Reproduce the first line of the material below and each line after it, exactly, through the line containing "ring dip: (129, 98)", and give nothing more.
┌─ Records shown
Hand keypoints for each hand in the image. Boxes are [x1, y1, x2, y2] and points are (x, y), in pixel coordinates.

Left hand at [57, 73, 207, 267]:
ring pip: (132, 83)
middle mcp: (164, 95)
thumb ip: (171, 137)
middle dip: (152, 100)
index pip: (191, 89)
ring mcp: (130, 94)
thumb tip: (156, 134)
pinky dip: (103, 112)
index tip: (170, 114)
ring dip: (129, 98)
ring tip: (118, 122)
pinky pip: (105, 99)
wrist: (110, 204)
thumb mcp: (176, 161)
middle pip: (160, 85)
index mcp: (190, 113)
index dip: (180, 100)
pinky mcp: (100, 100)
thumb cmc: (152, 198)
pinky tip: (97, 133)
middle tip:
└─
Result for this exercise
Hand keypoints for each hand in the image. Boxes are [x1, y1, x2, y2] and points are (x, y), in pixel coordinates.

Left hand at [57, 73, 207, 267]:
ring pip: (132, 83)
middle mcp: (164, 95)
thumb ip: (171, 137)
middle dip: (152, 100)
index pip: (191, 89)
ring mcp: (130, 94)
thumb tip: (156, 134)
pinky dip: (103, 112)
index tip: (170, 114)
ring dip: (129, 98)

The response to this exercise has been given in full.